00:17:27.480 One factor which reigns over all of this, which is the Great Reform Act. If you look at someone like,
00:17:36.200 I mean, the Earl of Butte is probably the last sort of aristocratic favourite Tory that you can
00:17:43.320 imagine in this political system. But coming back to someone like a Lord North or a Pitt the Younger,
00:17:50.120 these people never sort of consciously refer to themselves as Tories in the way that we would
00:17:54.360 think. I mean, William Pitt the Younger, for example, referred to himself as an independent
00:17:59.720 Whig. And of course, his father, the Earl of Chatham, William Pitt the Elder, was a leading light
00:18:07.240 of the Whigs, in a sense. And much of what typified William Pitt the Elder was also evident in the sun.
00:18:17.080 Ultimately, the power base of these Prime Ministers was royal favouritism. It was their support
00:18:24.120 from the King. So when William Pitt the Younger's first ministry collapsed, it was a result of the
00:18:33.240 loss of royal favour. However, when we get to Sir Robert Peel, post the Great Reform Act,
00:18:42.360 Britain has essentially turned from a limited monarchy. And again, I use these words very loosely,
00:18:48.840 a limited monarchy in the sense that you still have a monarch, but he is not an absolute monarch.

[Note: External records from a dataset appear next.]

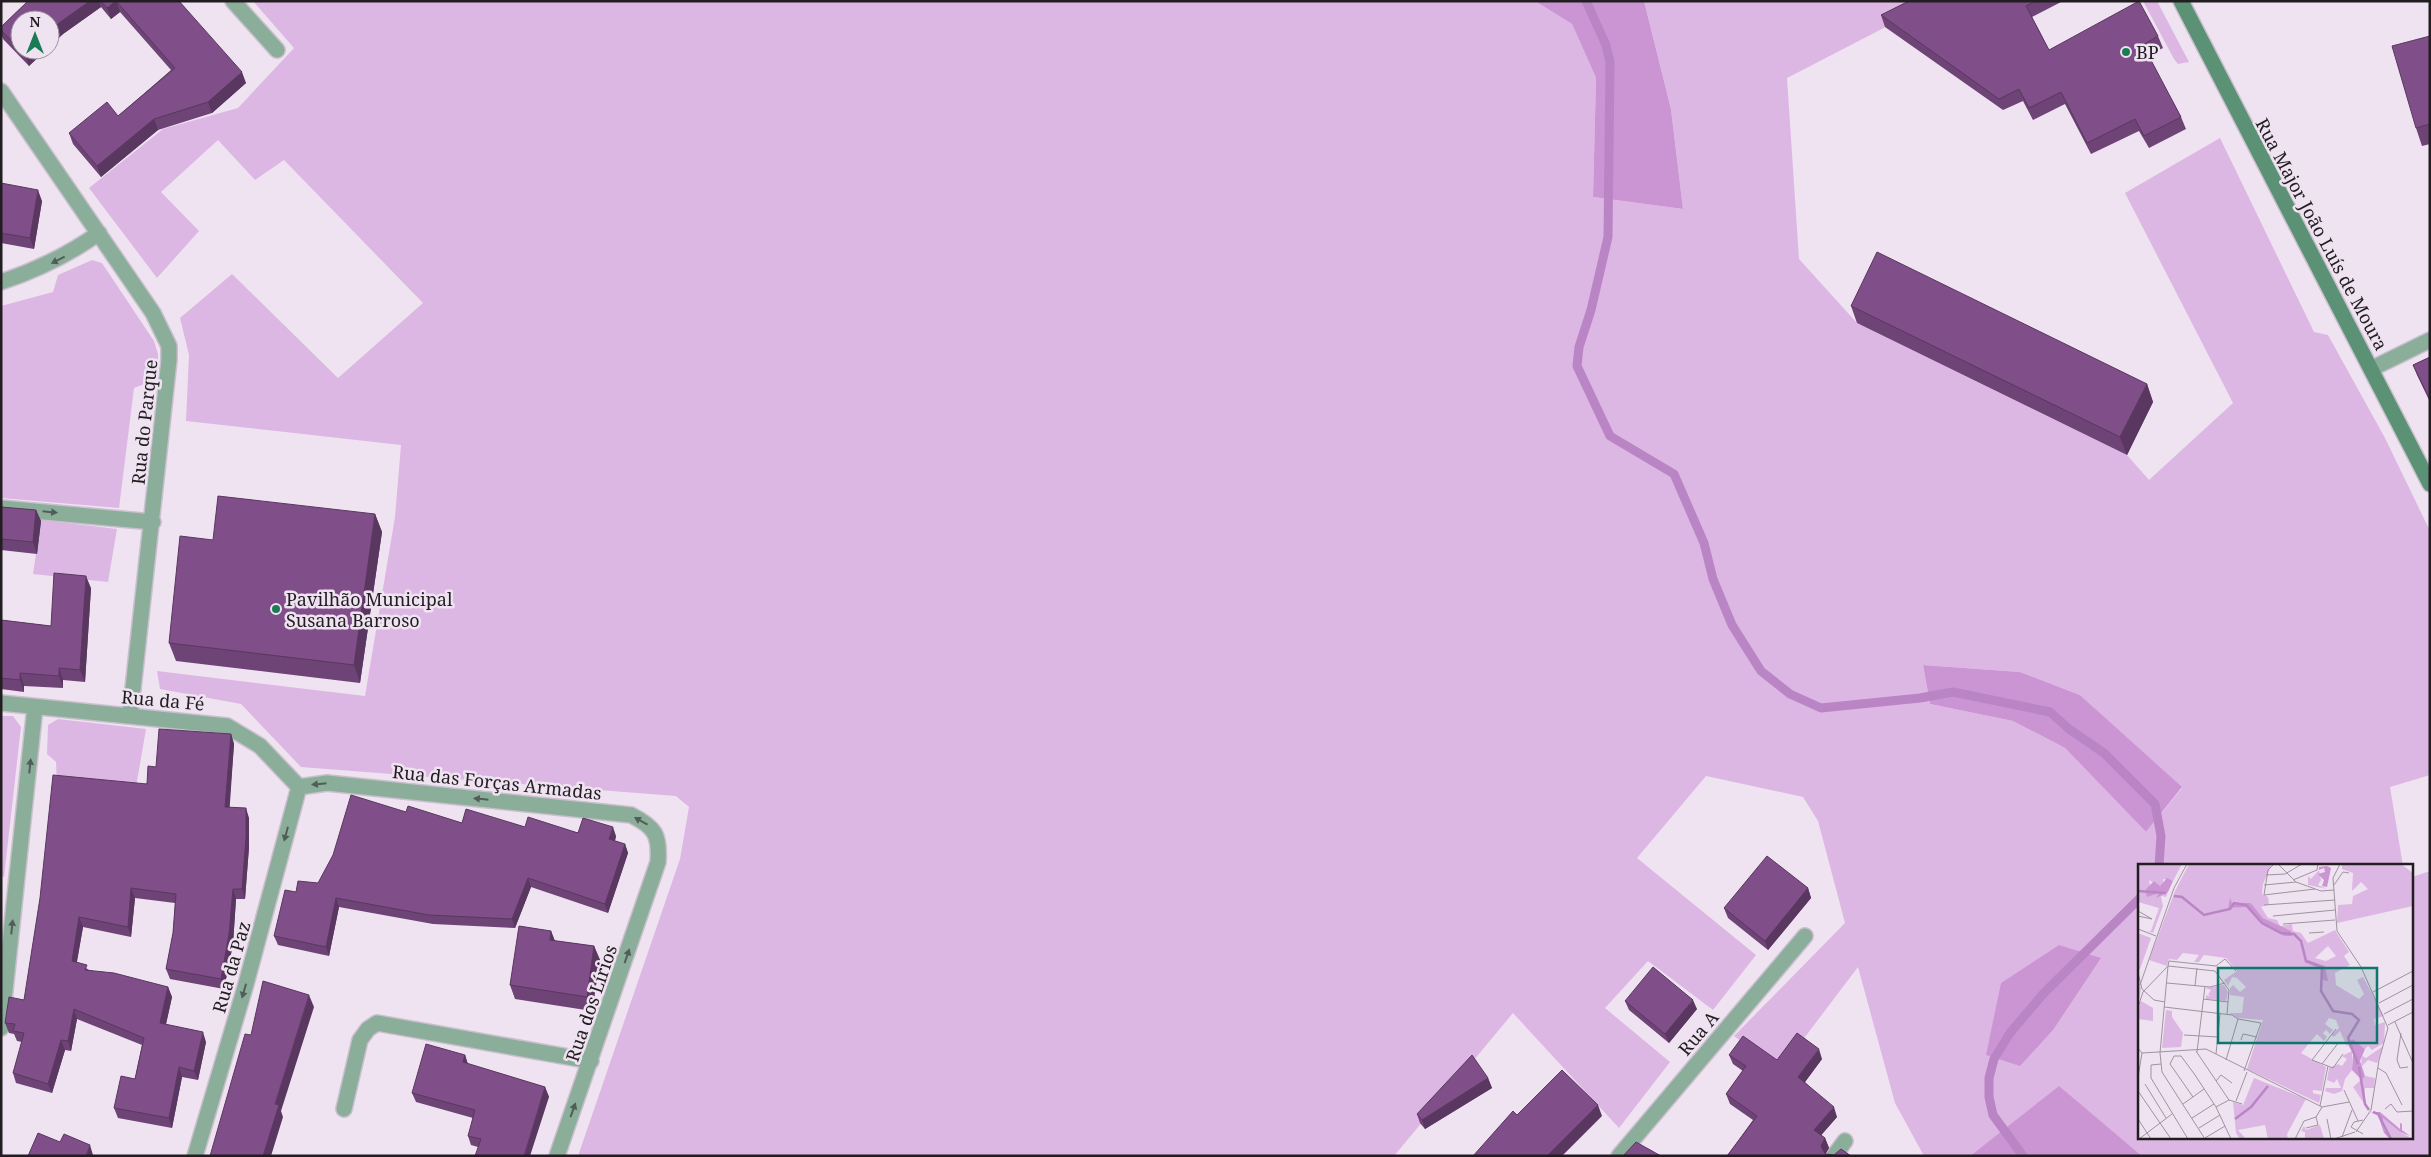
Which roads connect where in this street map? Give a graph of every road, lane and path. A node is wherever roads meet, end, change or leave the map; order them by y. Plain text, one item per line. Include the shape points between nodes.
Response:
1 (233, 1) edge
2 (2181, 1) edge
3 (277, 50) dead end
4 (1, 91) edge
5 (99, 233) junction
6 (1, 282) edge
7 (2430, 340) edge
8 (2371, 369) junction
9 (2430, 484) edge
10 (1, 508) edge
11 (153, 522) junction
12 (1, 703) edge
13 (35, 707) junction
14 (130, 716) junction
15 (298, 786) junction
16 (658, 862) joint
17 (1805, 936) dead end
18 (1, 1028) edge
19 (591, 1061) junction
20 (344, 1109) dead end
21 (1845, 1141) dead end
22 (194, 1156) edge
23 (557, 1156) edge
24 (1619, 1156) edge
25 (1834, 1156) edge

1 - 3 street
2 - 8 street, Rua Major João Luís de Moura
4 - 5 street, Rua do Parque
5 -> 6 street via 51,263
5 - 11 street, Rua do Parque via 153,313 170,346
7 - 8 street
8 - 9 street, Rua Major João Luís de Moura
10 -> 11 street
11 - 14 street, Rua do Parque
12 - 13 street, Rua da Fé
13 - 14 street, Rua da Fé
18 -> 13 street
14 - 15 street, Rua da Fé via 227,726 260,746
16 -> 15 street, Rua das Forças Armadas via 656,832 646,822 631,816 328,783
15 -> 22 street, Rua da Paz via 246,984
19 -> 16 street, Rua dos Lírios
17 - 24 street, Rua A
19 - 20 street via 377,1023 360,1040
23 -> 19 street, Rua dos Lírios
21 - 25 street

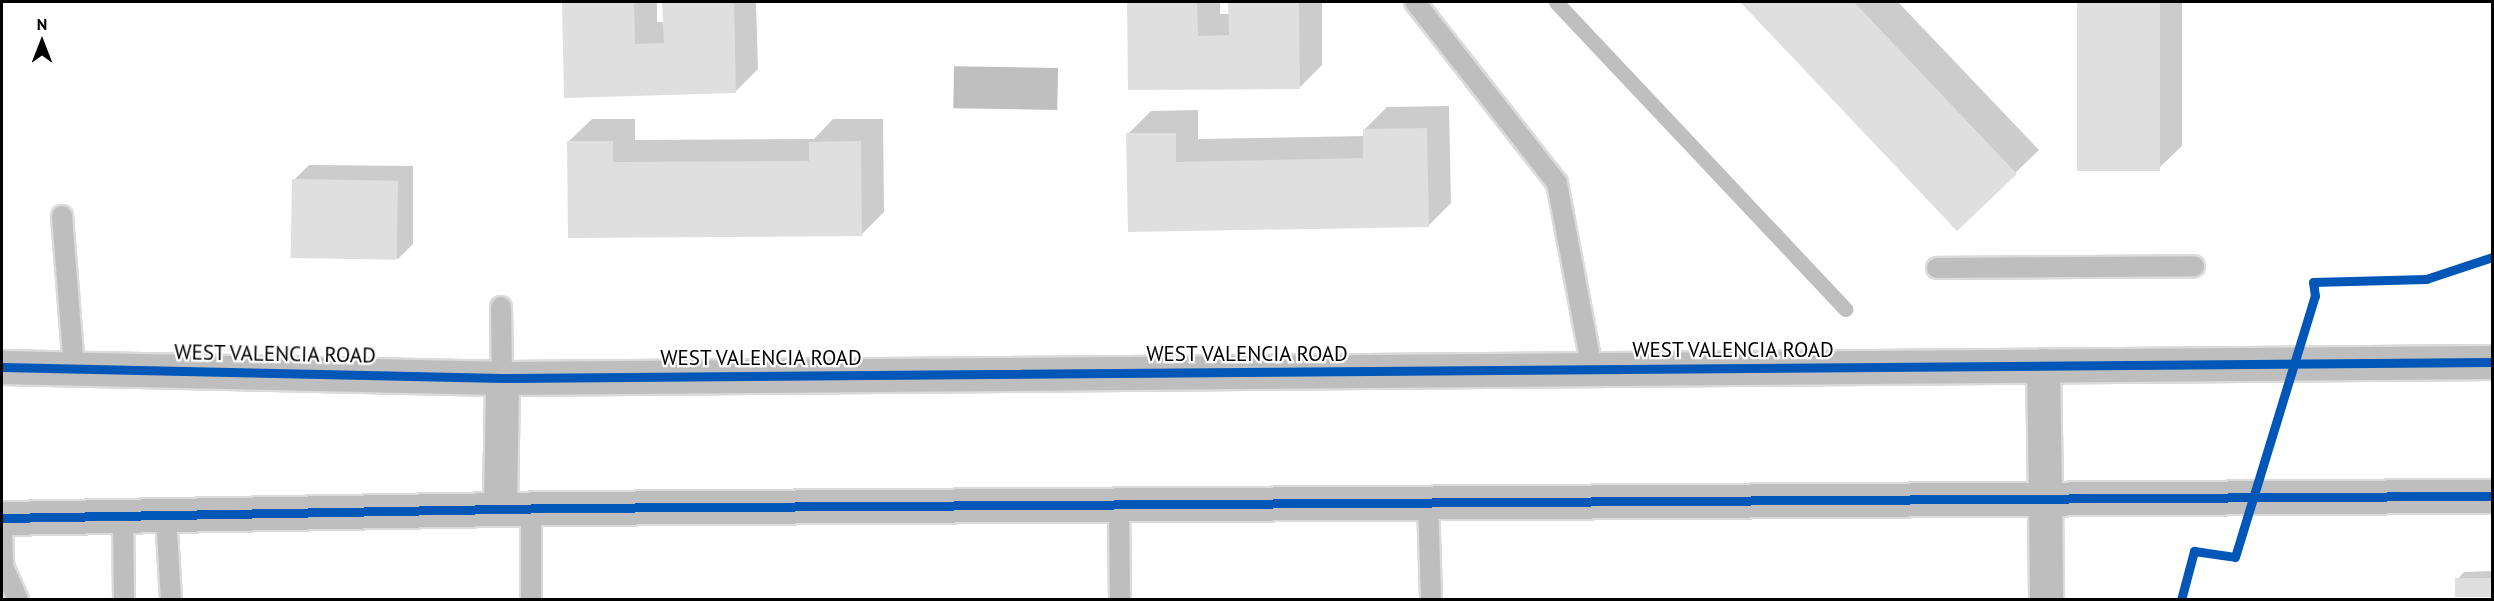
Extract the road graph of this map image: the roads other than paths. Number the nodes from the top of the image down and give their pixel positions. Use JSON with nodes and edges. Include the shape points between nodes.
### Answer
{"nodes":[{"id":1,"x":1415,"y":2,"type":"edge"},
{"id":2,"x":62,"y":216,"type":"dead end"},
{"id":3,"x":2194,"y":266,"type":"dead end"},
{"id":4,"x":1937,"y":268,"type":"dead end"},
{"id":5,"x":501,"y":307,"type":"dead end"},
{"id":6,"x":2493,"y":362,"type":"edge"},
{"id":7,"x":2043,"y":365,"type":"junction"},
{"id":8,"x":2,"y":367,"type":"edge"},
{"id":9,"x":74,"y":367,"type":"junction"},
{"id":10,"x":1592,"y":369,"type":"junction"},
{"id":11,"x":502,"y":378,"type":"junction"},
{"id":12,"x":2493,"y":496,"type":"edge"},
{"id":13,"x":2045,"y":498,"type":"junction"},
{"id":14,"x":1428,"y":502,"type":"junction"},
{"id":15,"x":1119,"y":504,"type":"junction"},
{"id":16,"x":515,"y":508,"type":"junction"},
{"id":17,"x":166,"y":515,"type":"junction"},
{"id":18,"x":123,"y":516,"type":"junction"},
{"id":19,"x":2,"y":518,"type":"edge"},
{"id":20,"x":2,"y":530,"type":"edge"},
{"id":21,"x":18,"y":600,"type":"edge"},
{"id":22,"x":124,"y":600,"type":"edge"},
{"id":23,"x":171,"y":600,"type":"edge"},
{"id":24,"x":531,"y":600,"type":"edge"},
{"id":25,"x":1120,"y":600,"type":"edge"},
{"id":26,"x":1431,"y":600,"type":"edge"},
{"id":27,"x":2046,"y":600,"type":"edge"}],
"edges":[{"from":1,"to":10,"type":"lane","via":[[1557,183]]},
{"from":2,"to":9,"type":"lane"},
{"from":3,"to":4,"type":"lane"},
{"from":5,"to":11,"type":"lane"},
{"from":6,"to":7,"type":"main road","name":"WEST VALENCIA ROAD"},
{"from":7,"to":10,"type":"main road","name":"WEST VALENCIA ROAD"},
{"from":7,"to":13,"type":"main road"},
{"from":8,"to":9,"type":"main road","name":"WEST VALENCIA ROAD"},
{"from":9,"to":11,"type":"main road","name":"WEST VALENCIA ROAD"},
{"from":10,"to":11,"type":"main road","name":"WEST VALENCIA ROAD"},
{"from":11,"to":16,"type":"main road"},
{"from":12,"to":13,"type":"main road"},
{"from":13,"to":14,"type":"main road"},
{"from":13,"to":27,"type":"main road"},
{"from":14,"to":15,"type":"main road"},
{"from":14,"to":26,"type":"lane"},
{"from":15,"to":16,"type":"main road"},
{"from":15,"to":25,"type":"lane"},
{"from":16,"to":17,"type":"main road"},
{"from":16,"to":24,"type":"lane"},
{"from":17,"to":18,"type":"main road"},
{"from":17,"to":23,"type":"lane"},
{"from":18,"to":19,"type":"main road"},
{"from":18,"to":22,"type":"lane"},
{"from":20,"to":21,"type":"lane","via":[[3,566]]}]}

00:18:53.560 And by a monarch, I mean someone who gets involved in the day-to-day business of government, and
00:18:57.800 especially over the purview of foreign policy. By the time of the Great Reform Act, and 1832,
00:19:04.920 and later the creation of the Conservative Party in 1834, Robert Peel is instead looking to establish a
00:19:11.080 voter constituency, as opposed to simply relying on the previous system, which was a series of nobles
00:19:18.040 monopolising a, ultimately, a system of court politics.
00:19:24.520 So I can't help but feel, but I can't express it properly because I don't have the full command of
00:19:29.400 the history that perhaps you would, that the conditions leading to the Great Reform Act, and you've
00:19:34.600 and so on, but there was a sense of constitutional crisis, and the people were greatly dissatisfied
00:19:41.480 with the governance they were receiving. And I wonder to what it, perhaps you could summarise
00:19:46.920 what led to the Great Reform Act, and roughly what it was, and if you can see any parallels with the
00:19:52.440 sort of constitutional situation, this widespread displace for the Uniparty, and there was a great sense
00:19:59.880 that something needs to change, although perhaps it's not entirely clear what that is.